**Task instructions**
Nothing but an exact repeat of the data, with pictures removed, belongs in the answer.

○ ○ ○ ○ ○

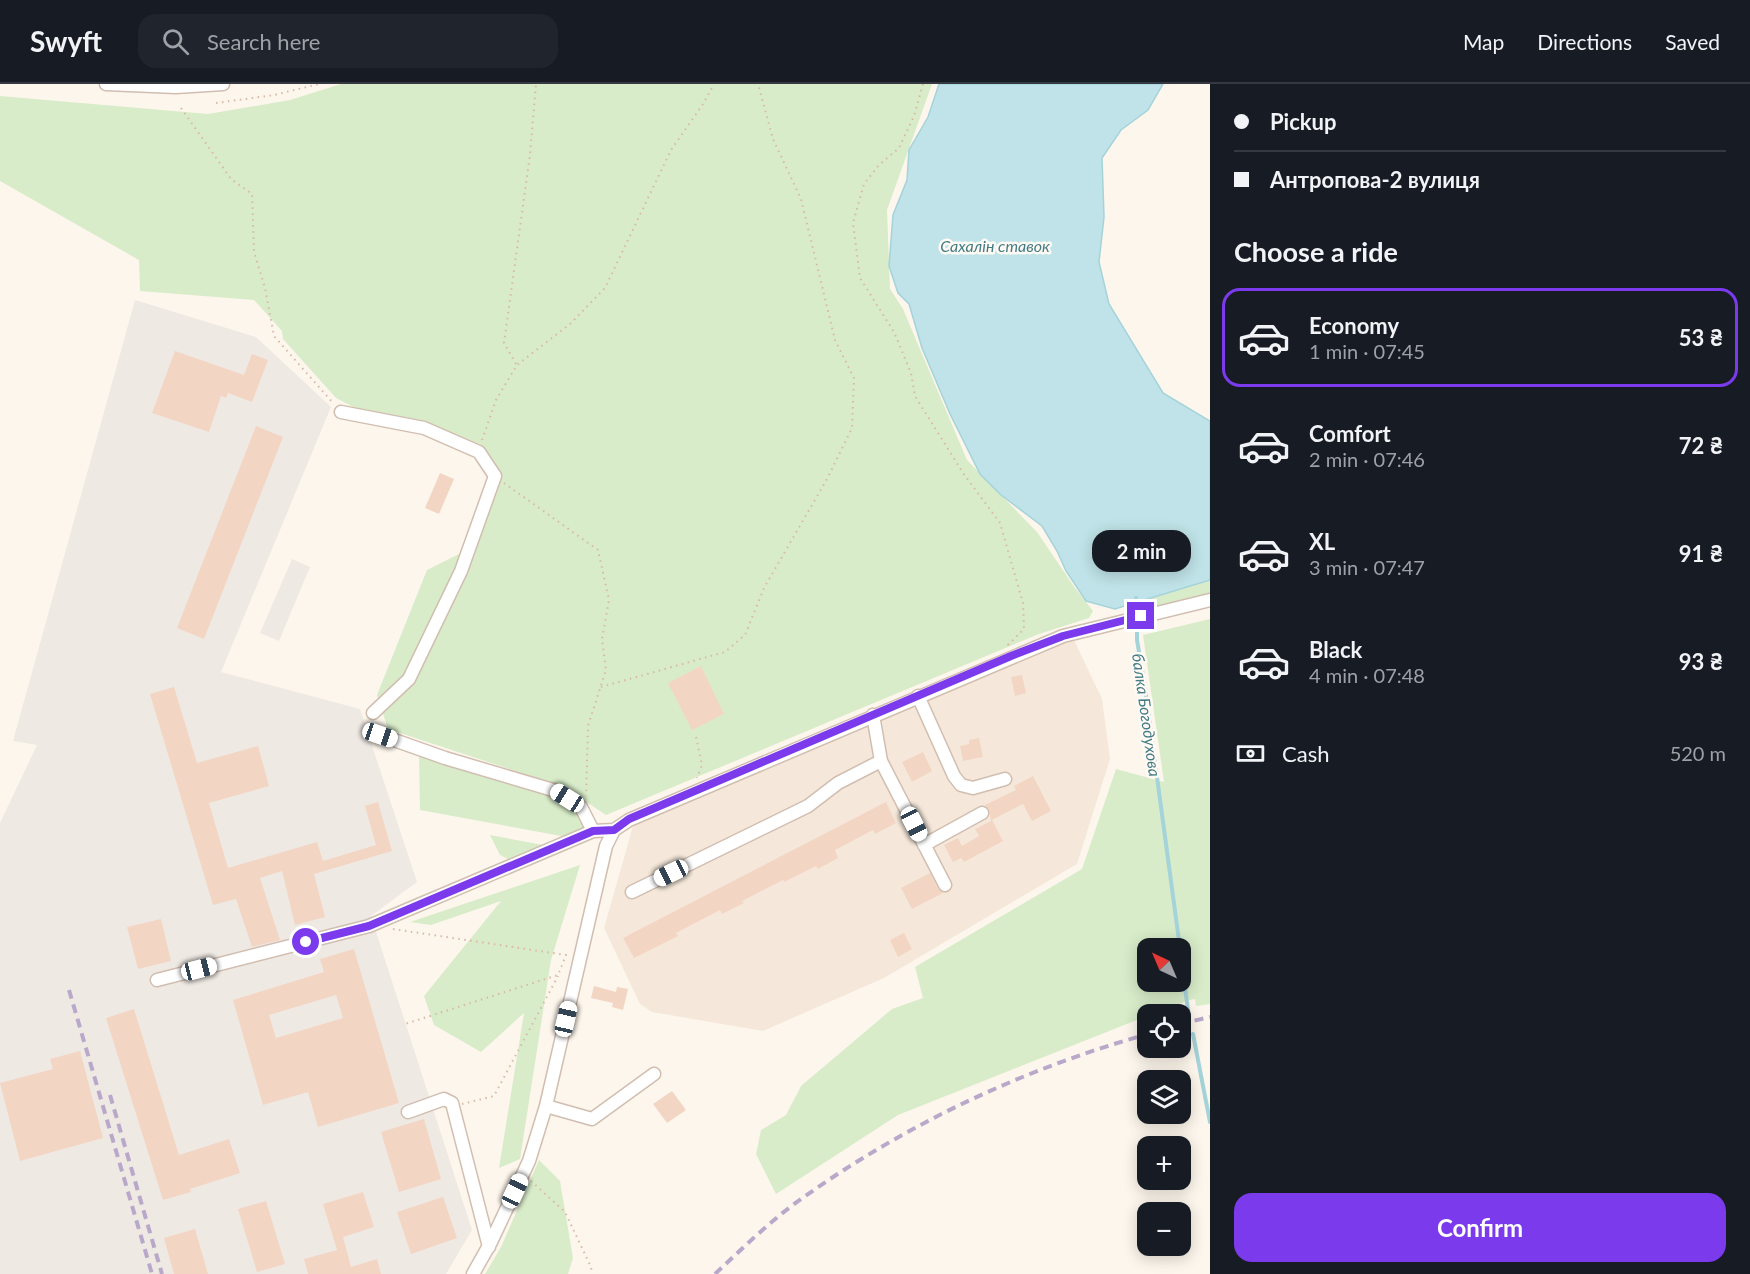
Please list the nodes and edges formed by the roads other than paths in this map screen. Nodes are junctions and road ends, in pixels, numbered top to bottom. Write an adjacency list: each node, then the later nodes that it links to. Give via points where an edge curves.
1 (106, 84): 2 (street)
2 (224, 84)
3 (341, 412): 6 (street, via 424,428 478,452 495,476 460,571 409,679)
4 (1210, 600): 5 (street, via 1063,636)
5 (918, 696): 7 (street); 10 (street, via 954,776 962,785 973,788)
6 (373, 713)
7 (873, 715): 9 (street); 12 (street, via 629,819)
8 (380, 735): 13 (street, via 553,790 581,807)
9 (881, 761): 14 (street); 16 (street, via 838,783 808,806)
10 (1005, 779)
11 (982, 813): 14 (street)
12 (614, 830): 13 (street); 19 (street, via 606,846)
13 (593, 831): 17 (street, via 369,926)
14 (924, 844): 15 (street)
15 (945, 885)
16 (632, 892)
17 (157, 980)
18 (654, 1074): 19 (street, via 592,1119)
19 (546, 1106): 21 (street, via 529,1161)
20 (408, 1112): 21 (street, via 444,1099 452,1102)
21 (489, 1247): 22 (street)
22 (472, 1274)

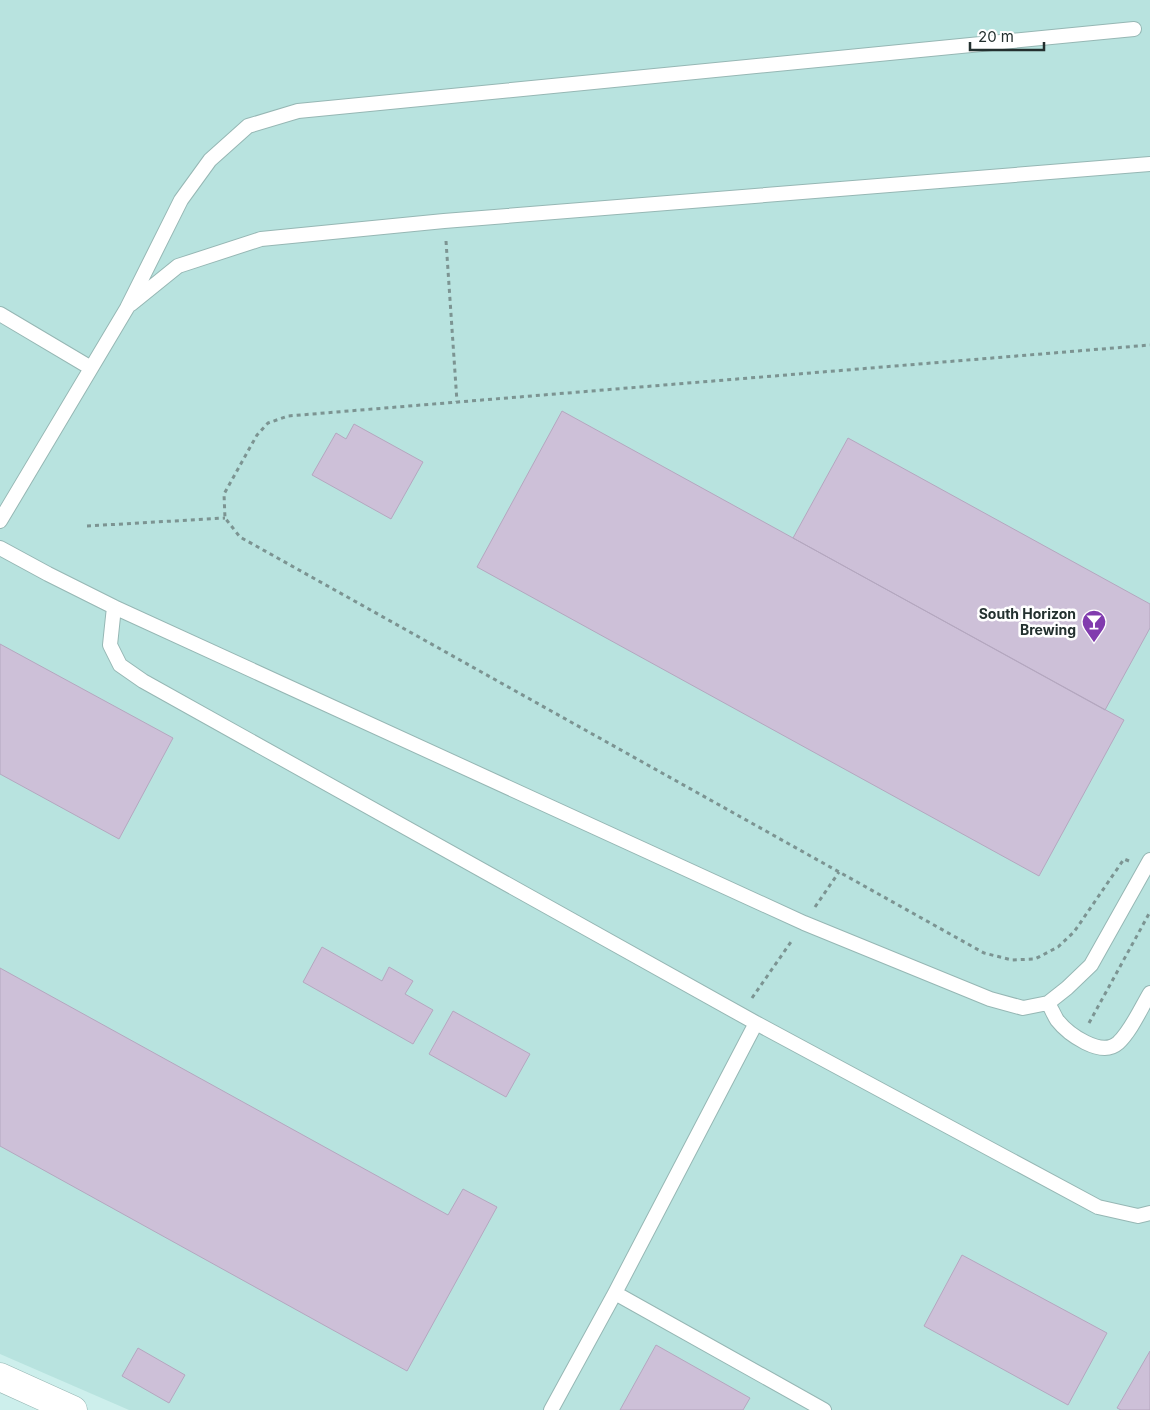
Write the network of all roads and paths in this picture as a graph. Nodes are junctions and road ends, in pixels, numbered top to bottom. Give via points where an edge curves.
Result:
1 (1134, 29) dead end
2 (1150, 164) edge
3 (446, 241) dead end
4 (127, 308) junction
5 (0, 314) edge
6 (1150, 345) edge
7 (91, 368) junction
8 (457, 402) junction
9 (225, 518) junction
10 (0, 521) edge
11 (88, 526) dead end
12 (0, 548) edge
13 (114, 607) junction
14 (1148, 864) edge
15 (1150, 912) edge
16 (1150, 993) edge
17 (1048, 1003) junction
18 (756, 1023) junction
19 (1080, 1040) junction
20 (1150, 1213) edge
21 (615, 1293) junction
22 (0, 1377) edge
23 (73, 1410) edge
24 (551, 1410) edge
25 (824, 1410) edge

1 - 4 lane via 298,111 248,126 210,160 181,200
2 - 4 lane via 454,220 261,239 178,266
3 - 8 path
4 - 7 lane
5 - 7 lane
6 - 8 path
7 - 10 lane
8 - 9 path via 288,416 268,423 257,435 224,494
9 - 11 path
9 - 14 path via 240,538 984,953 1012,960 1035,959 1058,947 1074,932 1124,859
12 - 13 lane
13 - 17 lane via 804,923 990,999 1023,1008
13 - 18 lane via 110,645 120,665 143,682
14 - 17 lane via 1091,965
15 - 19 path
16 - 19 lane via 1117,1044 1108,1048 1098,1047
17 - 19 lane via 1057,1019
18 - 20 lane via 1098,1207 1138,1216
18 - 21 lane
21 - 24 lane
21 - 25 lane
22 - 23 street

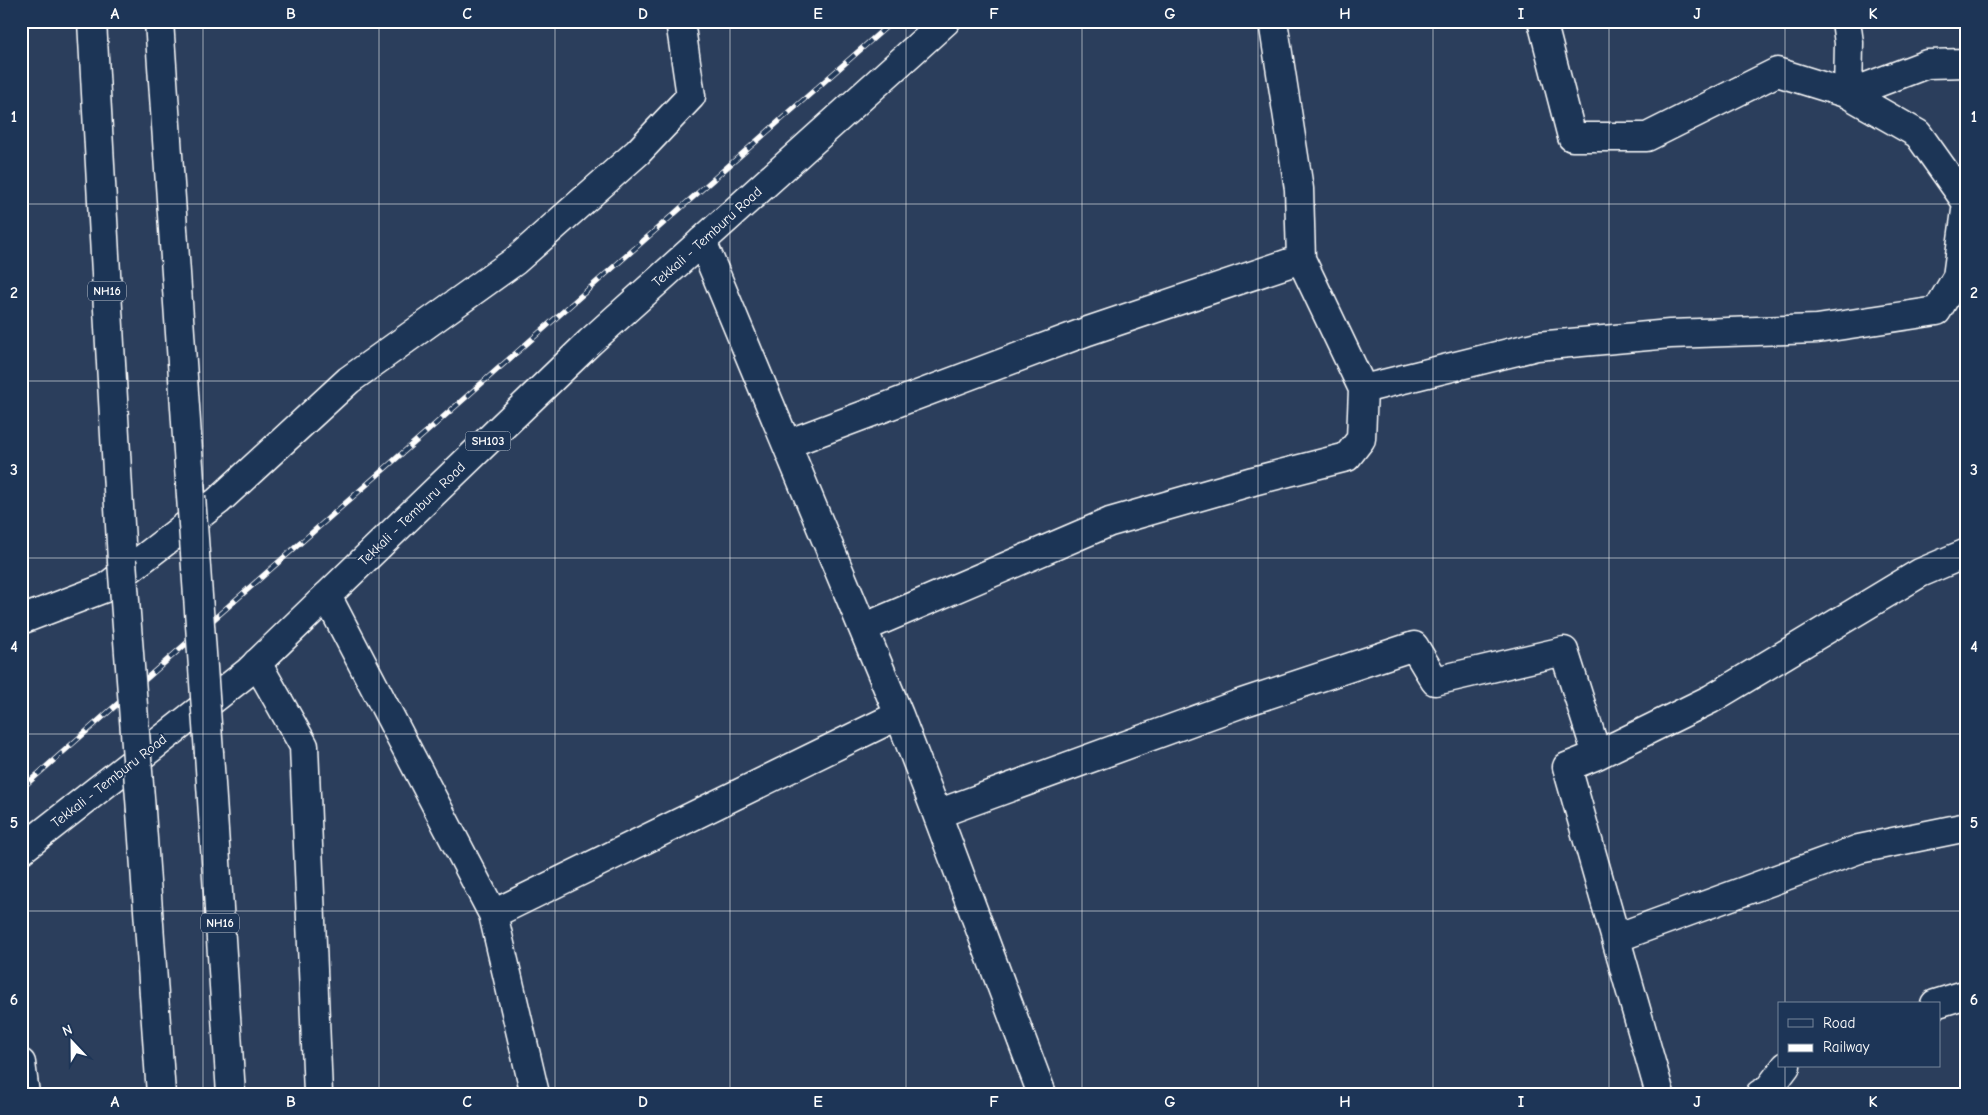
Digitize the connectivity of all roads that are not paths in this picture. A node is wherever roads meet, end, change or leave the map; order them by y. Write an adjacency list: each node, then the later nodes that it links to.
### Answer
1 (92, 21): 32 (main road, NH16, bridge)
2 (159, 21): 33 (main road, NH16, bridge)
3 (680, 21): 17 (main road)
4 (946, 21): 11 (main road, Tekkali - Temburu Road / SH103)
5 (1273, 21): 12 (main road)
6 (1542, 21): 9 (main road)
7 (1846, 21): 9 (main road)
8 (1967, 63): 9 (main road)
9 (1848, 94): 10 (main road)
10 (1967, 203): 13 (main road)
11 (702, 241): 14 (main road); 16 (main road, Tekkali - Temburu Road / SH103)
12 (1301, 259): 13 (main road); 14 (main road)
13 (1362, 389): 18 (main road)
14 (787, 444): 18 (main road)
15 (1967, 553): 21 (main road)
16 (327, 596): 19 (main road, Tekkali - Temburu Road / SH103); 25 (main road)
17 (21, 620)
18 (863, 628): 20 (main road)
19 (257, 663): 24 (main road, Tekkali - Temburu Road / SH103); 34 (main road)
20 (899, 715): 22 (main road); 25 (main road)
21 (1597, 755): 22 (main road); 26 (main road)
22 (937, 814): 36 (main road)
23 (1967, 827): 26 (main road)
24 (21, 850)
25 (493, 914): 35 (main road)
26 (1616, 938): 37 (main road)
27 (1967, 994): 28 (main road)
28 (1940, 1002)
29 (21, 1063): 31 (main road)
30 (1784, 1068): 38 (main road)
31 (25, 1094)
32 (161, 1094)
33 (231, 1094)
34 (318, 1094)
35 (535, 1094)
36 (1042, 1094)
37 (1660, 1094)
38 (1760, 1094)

○ ○ ○ ○ ○

**Solution for this exercise**
Please list the nodes and edges formed by the roads other than paths in this map screen. Nodes are junctions and road ends, in pixels, numbered top to bottom. Write an adjacency list: each node, then the later nodes that it links to. Give via points where an edge curves.
1 (106, 84): 2 (street)
2 (224, 84)
3 (341, 412): 6 (street, via 424,428 478,452 495,476 460,571 409,679)
4 (1210, 600): 5 (street, via 1063,636)
5 (918, 696): 7 (street); 10 (street, via 954,776 962,785 973,788)
6 (373, 713)
7 (873, 715): 9 (street); 12 (street, via 629,819)
8 (380, 735): 13 (street, via 553,790 581,807)
9 (881, 761): 14 (street); 16 (street, via 838,783 808,806)
10 (1005, 779)
11 (982, 813): 14 (street)
12 (614, 830): 13 (street); 19 (street, via 606,846)
13 (593, 831): 17 (street, via 369,926)
14 (924, 844): 15 (street)
15 (945, 885)
16 (632, 892)
17 (157, 980)
18 (654, 1074): 19 (street, via 592,1119)
19 (546, 1106): 21 (street, via 529,1161)
20 (408, 1112): 21 (street, via 444,1099 452,1102)
21 (489, 1247): 22 (street)
22 (472, 1274)

Write the network of all roads and paths in this picture as a graph. Nodes are junctions and road ends, in pixels, numbered top to bottom. Give via points where an edge curves.
Result:
1 (1134, 29) dead end
2 (1150, 164) edge
3 (446, 241) dead end
4 (127, 308) junction
5 (0, 314) edge
6 (1150, 345) edge
7 (91, 368) junction
8 (457, 402) junction
9 (225, 518) junction
10 (0, 521) edge
11 (88, 526) dead end
12 (0, 548) edge
13 (114, 607) junction
14 (1148, 864) edge
15 (1150, 912) edge
16 (1150, 993) edge
17 (1048, 1003) junction
18 (756, 1023) junction
19 (1080, 1040) junction
20 (1150, 1213) edge
21 (615, 1293) junction
22 (0, 1377) edge
23 (73, 1410) edge
24 (551, 1410) edge
25 (824, 1410) edge

1 - 4 lane via 298,111 248,126 210,160 181,200
2 - 4 lane via 454,220 261,239 178,266
3 - 8 path
4 - 7 lane
5 - 7 lane
6 - 8 path
7 - 10 lane
8 - 9 path via 288,416 268,423 257,435 224,494
9 - 11 path
9 - 14 path via 240,538 984,953 1012,960 1035,959 1058,947 1074,932 1124,859
12 - 13 lane
13 - 17 lane via 804,923 990,999 1023,1008
13 - 18 lane via 110,645 120,665 143,682
14 - 17 lane via 1091,965
15 - 19 path
16 - 19 lane via 1117,1044 1108,1048 1098,1047
17 - 19 lane via 1057,1019
18 - 20 lane via 1098,1207 1138,1216
18 - 21 lane
21 - 24 lane
21 - 25 lane
22 - 23 street

Digitize the connectivity of all roads that are not paths in this picture. A node is wherever roads meet, end, change or leave the map; order them by y. Write an adjacency list: each node, then the later nodes that it links to.
### Answer
1 (92, 21): 32 (main road, NH16, bridge)
2 (159, 21): 33 (main road, NH16, bridge)
3 (680, 21): 17 (main road)
4 (946, 21): 11 (main road, Tekkali - Temburu Road / SH103)
5 (1273, 21): 12 (main road)
6 (1542, 21): 9 (main road)
7 (1846, 21): 9 (main road)
8 (1967, 63): 9 (main road)
9 (1848, 94): 10 (main road)
10 (1967, 203): 13 (main road)
11 (702, 241): 14 (main road); 16 (main road, Tekkali - Temburu Road / SH103)
12 (1301, 259): 13 (main road); 14 (main road)
13 (1362, 389): 18 (main road)
14 (787, 444): 18 (main road)
15 (1967, 553): 21 (main road)
16 (327, 596): 19 (main road, Tekkali - Temburu Road / SH103); 25 (main road)
17 (21, 620)
18 (863, 628): 20 (main road)
19 (257, 663): 24 (main road, Tekkali - Temburu Road / SH103); 34 (main road)
20 (899, 715): 22 (main road); 25 (main road)
21 (1597, 755): 22 (main road); 26 (main road)
22 (937, 814): 36 (main road)
23 (1967, 827): 26 (main road)
24 (21, 850)
25 (493, 914): 35 (main road)
26 (1616, 938): 37 (main road)
27 (1967, 994): 28 (main road)
28 (1940, 1002)
29 (21, 1063): 31 (main road)
30 (1784, 1068): 38 (main road)
31 (25, 1094)
32 (161, 1094)
33 (231, 1094)
34 (318, 1094)
35 (535, 1094)
36 (1042, 1094)
37 (1660, 1094)
38 (1760, 1094)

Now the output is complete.